Flesh of the Gods is an upcoming gothic supernatural horror thriller film directed by Panos Cosmatos and written by Andrew Kevin Walker. It stars Wagner Moura, Kristen Stewart, Esmé Creed-Miles, Roland Møller, and Alba Baptista.

==Premise==
In 1980s Los Angeles, a married couple cross paths with an enigmatic vampire and are seduced into a surreal nightlife of hedonism, violence and thrills.

==Cast==
- Wagner Moura as Raoul
- Kristen Stewart as Alex
- Esmé Creed-Miles
- Roland Møller
- Alba Baptista

==Production==
===Development===
In May 2024, it was announced that a vampire thriller film directed by Panos Cosmatos and written by Andrew Kevin Walker was in development, with Oscar Isaac and Kristen Stewart cast in the lead roles. In May 2025, Elizabeth Olsen joined the cast. By December 2025, it was reported that the project was still looking for financing.
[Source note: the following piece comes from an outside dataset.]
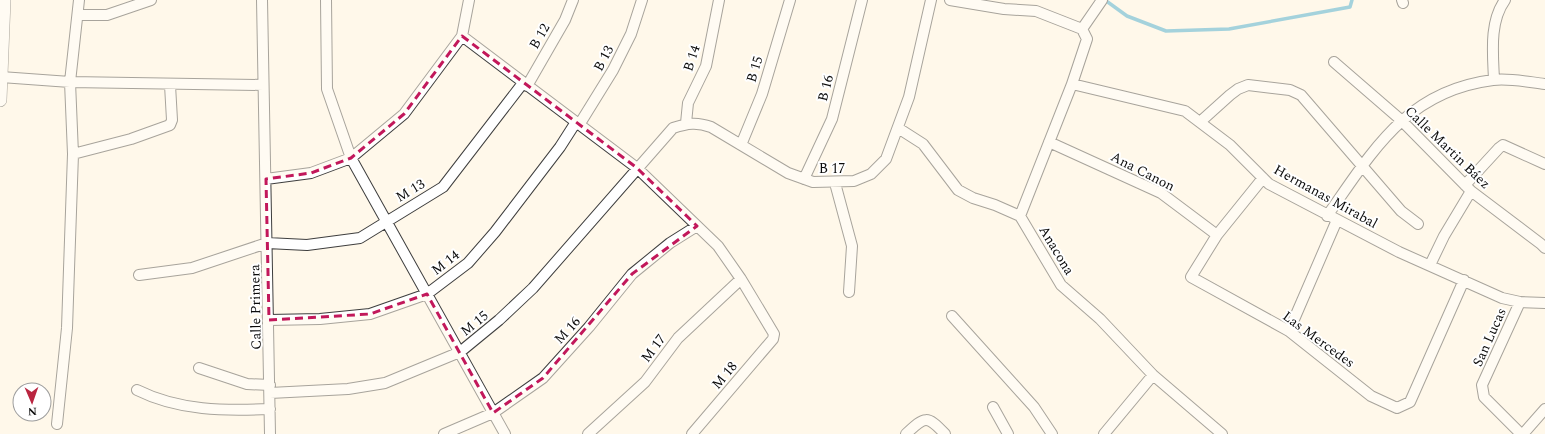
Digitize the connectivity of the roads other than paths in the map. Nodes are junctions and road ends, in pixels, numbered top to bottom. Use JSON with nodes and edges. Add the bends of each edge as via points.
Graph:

In April 2026, Isaac exited the project due to scheduling conflicts, with Wagner Moura replacing him; A24 had acquired U.S. distribution rights to the film.

===Filming===
Principal photography began on May 12, 2026, in the Canary Islands and Cologne, when Esmé Creed-Miles, Roland Møller, and Alba Baptista joined the cast, with Creed-Miles replacing Olsen. After six weeks of shooting, production wrapped on June 22.